The road to success
Morris Motors was at the forefront of the UK’s automotive sector for much of the twentieth century. But while the Morris badge no longer survives, its founder’s name lives on thanks to his many acts of generosity
By Tim Gibson
In 1892, William Morris opened a bicycle repair shop in his parents’ front room in Cowley St John, Oxford. Few would have predicted that he’d go on to become one of the UK’s most inspiring entrepreneurs. But within just eight years, Morris had expanded his business as well as designing and building a motorcycle. The first motorcar bearing his name appeared 13 years later.
Such a meteoric rise sounds like it came easily when you read about it in the pages of Peter Hull’s brilliantly concise biography of Morris. But of course there were bumps along the way, including disagreements with early business partners, and failed ventures such as his attempt to run a colliery in the Forest of Dean in the late 1920s.
Morris’s success was hard earned. He worked long hours and expected similar dedication from his employees. Despite having a reputation for fairness, reports say he could be short-tempered with colleagues who didn’t see things his way.
For Morris, who became Sir William Morris in 1929 and was awarded a peerage in 1934, Morris Motors Ltd was his life. Its success defined him, not least because the cars his company produced carried his name upon their grille.
That did not make Morris, Lord Nuffield, unwilling to share the spoils of his success. Quite the contrary, in fact: in his lifetime, he gave away an estimated £30 million to a dizzying array of causes, many of which continue to thrive to this day.
In 1936, when Morris Motors was at the height of its success, Nuffield ring fenced £2.25 million in share reserves for his employees. They received a dividend on these shares, meaning the company’s success was also their success.
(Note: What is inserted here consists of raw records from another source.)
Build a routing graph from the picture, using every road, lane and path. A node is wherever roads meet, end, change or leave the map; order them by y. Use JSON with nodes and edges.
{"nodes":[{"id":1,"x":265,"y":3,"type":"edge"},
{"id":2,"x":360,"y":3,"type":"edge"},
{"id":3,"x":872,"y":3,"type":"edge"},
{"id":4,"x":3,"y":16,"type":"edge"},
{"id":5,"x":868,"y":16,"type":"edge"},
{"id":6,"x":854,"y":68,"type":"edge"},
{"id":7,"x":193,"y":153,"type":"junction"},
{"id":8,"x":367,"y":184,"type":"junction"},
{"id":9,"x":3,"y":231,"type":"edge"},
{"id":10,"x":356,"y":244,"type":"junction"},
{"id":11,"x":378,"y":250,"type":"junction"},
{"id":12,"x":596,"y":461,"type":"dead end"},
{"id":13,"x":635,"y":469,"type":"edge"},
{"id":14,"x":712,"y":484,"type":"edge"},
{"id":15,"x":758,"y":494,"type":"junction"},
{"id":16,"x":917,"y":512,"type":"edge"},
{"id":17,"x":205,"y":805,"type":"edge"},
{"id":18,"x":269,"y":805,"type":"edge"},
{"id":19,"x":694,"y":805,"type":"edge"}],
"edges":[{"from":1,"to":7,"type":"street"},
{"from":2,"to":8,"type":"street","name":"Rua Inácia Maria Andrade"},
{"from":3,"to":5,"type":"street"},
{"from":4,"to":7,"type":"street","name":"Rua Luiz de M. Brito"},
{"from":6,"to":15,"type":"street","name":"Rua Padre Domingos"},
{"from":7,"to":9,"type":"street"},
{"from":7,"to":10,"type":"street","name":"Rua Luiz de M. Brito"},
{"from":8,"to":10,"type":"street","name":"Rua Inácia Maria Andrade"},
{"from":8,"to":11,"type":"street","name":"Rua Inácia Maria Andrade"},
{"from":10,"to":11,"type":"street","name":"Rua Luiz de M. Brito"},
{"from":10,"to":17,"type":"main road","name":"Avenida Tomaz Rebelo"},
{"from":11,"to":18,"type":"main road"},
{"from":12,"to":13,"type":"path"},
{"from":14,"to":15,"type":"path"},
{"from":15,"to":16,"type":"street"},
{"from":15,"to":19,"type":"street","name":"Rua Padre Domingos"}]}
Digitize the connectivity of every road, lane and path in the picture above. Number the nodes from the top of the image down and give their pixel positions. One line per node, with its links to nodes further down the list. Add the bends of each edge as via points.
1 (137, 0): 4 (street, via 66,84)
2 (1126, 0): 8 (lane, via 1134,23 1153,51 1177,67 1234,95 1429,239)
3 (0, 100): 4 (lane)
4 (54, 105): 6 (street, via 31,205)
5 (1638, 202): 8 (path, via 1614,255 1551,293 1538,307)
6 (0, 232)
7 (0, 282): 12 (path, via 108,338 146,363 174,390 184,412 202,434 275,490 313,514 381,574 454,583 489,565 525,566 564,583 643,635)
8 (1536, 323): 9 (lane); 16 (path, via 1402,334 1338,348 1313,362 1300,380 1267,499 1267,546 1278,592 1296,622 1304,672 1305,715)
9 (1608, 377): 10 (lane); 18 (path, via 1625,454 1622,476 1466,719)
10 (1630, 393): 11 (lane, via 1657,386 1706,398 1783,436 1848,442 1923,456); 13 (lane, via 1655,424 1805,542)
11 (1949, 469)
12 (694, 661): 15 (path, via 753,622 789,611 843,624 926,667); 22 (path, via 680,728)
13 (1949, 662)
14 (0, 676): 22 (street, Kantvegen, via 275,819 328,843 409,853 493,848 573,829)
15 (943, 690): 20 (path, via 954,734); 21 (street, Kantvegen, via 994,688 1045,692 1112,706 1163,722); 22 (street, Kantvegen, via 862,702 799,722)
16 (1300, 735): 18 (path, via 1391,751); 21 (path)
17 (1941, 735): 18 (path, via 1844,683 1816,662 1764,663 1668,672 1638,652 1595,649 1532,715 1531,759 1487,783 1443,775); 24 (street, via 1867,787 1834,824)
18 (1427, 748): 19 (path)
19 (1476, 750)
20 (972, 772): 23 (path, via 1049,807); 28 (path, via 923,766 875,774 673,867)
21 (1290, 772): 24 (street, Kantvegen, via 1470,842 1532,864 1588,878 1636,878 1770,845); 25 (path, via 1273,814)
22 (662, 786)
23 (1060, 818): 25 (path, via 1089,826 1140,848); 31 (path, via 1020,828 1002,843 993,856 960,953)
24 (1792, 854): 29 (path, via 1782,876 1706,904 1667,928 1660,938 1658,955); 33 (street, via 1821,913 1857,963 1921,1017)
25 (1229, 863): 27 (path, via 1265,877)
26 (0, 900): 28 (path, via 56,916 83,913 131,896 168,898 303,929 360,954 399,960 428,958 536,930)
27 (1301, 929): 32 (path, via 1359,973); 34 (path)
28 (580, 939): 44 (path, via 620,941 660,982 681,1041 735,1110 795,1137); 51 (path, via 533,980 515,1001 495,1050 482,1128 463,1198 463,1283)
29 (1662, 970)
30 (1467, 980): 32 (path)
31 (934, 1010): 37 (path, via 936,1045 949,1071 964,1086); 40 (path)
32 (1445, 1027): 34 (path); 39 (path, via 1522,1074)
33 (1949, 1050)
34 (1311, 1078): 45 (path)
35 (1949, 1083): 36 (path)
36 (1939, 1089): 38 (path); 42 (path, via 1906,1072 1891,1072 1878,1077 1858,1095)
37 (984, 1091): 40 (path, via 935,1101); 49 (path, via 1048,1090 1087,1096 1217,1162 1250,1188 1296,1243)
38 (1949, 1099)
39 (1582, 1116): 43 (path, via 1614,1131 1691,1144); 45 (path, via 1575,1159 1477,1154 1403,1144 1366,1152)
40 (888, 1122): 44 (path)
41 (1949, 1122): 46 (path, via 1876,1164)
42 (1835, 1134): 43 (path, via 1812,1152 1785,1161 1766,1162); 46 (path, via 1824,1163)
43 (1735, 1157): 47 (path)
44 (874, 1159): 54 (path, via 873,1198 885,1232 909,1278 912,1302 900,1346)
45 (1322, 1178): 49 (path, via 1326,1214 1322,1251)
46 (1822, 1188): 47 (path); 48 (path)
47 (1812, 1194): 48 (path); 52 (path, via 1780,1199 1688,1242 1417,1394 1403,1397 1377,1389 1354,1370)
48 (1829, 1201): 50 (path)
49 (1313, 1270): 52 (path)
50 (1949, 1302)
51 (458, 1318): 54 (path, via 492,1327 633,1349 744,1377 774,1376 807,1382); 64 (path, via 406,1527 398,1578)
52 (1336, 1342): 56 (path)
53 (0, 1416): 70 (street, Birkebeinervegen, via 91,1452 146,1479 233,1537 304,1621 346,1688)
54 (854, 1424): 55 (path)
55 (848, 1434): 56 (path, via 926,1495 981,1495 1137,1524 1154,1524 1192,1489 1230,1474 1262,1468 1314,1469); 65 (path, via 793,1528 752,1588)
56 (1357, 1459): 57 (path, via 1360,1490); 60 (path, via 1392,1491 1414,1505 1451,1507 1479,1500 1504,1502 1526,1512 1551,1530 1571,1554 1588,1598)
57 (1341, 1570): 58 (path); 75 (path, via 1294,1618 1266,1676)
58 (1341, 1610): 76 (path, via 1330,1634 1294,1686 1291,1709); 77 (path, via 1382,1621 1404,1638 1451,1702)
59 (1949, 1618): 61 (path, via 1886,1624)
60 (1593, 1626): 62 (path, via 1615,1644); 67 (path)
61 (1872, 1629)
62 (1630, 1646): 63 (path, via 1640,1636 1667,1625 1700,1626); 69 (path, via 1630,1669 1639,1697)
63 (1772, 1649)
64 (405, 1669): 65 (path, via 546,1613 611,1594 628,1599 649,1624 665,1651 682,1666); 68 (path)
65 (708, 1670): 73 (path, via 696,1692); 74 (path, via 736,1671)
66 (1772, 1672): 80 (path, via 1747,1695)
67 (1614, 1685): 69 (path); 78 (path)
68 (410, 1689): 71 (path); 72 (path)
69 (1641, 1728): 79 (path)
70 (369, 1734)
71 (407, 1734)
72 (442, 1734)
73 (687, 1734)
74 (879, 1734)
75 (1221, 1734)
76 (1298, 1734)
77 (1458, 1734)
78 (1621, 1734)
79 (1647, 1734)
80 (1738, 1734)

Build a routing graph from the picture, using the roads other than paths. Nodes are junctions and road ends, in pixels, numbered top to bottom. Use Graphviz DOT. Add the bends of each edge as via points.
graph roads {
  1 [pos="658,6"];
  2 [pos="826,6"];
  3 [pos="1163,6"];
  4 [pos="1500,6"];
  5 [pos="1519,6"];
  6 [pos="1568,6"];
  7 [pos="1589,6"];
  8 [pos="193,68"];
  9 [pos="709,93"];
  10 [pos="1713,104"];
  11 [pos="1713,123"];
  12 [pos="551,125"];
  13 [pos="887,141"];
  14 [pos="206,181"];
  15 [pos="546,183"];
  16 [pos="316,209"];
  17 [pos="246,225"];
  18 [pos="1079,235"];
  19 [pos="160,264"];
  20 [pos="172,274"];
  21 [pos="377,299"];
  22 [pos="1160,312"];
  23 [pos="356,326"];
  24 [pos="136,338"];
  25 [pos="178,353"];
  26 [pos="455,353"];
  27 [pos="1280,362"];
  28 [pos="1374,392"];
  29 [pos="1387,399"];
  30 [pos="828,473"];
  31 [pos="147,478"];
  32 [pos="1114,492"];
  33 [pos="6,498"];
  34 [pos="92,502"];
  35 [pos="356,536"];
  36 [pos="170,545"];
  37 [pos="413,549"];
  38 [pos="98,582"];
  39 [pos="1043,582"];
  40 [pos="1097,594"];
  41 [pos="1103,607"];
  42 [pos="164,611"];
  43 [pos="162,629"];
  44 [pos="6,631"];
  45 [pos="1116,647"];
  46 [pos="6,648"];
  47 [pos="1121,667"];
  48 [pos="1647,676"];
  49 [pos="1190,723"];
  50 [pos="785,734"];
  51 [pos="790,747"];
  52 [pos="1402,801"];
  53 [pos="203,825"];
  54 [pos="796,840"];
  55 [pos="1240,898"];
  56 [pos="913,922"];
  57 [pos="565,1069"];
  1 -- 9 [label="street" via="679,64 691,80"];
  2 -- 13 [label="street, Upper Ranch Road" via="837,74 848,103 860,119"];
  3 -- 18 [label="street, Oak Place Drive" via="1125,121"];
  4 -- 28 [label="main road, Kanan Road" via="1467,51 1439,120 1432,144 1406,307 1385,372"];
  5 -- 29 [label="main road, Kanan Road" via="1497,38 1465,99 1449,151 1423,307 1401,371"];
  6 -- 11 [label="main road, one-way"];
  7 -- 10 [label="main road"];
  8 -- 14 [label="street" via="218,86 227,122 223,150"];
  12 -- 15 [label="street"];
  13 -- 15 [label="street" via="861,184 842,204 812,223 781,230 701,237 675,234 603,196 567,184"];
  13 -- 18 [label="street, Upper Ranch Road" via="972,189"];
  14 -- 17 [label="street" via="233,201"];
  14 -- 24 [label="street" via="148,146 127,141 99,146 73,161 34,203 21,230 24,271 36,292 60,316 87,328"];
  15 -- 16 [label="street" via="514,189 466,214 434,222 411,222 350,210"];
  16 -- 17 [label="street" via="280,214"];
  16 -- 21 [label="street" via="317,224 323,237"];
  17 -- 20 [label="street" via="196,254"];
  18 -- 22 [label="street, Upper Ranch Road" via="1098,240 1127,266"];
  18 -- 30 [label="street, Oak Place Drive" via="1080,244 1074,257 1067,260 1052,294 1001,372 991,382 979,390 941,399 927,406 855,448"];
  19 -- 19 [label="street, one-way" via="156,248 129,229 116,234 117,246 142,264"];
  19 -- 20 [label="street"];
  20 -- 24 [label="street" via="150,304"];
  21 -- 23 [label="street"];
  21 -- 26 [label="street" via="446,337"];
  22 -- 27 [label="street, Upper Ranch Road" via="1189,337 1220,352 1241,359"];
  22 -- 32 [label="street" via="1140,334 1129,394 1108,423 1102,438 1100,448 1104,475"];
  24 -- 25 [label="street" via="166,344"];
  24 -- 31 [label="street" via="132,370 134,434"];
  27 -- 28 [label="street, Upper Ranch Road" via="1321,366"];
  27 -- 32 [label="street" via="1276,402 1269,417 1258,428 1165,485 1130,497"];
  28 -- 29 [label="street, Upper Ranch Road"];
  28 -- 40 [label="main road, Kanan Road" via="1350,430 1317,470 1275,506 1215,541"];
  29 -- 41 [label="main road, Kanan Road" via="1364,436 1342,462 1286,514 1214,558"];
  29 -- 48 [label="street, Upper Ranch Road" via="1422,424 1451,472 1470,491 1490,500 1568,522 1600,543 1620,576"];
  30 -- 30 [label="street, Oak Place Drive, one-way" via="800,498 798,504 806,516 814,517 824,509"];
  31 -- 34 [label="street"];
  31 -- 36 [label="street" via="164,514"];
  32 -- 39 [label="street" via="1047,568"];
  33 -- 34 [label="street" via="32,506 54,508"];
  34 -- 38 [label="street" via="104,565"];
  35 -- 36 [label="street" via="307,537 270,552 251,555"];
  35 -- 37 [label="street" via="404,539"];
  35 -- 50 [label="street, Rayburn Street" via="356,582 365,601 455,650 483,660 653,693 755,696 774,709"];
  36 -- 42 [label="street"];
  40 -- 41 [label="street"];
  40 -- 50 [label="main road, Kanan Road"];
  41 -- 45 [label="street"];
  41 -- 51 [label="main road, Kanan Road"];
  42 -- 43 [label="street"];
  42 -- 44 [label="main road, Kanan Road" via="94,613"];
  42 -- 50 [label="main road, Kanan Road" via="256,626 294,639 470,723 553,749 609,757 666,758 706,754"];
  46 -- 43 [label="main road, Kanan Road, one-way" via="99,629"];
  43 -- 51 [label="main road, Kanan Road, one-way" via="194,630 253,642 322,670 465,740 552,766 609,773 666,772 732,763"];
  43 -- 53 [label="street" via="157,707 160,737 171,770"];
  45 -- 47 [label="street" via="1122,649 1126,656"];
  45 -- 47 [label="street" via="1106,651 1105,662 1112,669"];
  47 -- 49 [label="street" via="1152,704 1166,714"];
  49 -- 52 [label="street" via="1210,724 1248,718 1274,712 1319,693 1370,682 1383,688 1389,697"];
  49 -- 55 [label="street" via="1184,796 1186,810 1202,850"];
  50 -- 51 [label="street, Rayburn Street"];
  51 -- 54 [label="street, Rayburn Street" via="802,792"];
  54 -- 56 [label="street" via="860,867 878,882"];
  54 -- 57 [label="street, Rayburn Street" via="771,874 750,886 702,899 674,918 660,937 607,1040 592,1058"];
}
Lord Nuffield’s generosity could be seen as an early version of employee ownership, where a company’s workforce has a stake in the business. For Nuffield, it was a matter of justice: the share stock was put aside for hourly paid workers, to top up their wages. Salaried staff, meanwhile, benefitted from a contributory pension scheme – something that was by no means common practice among industrialists in the early part of the last century.
Of course, Nuffield would have seen the business benefits of enabling his staff to share a dividend. Employees who have a stake in their company are more driven, because they see a direct link between their effort and the rewards they enjoy.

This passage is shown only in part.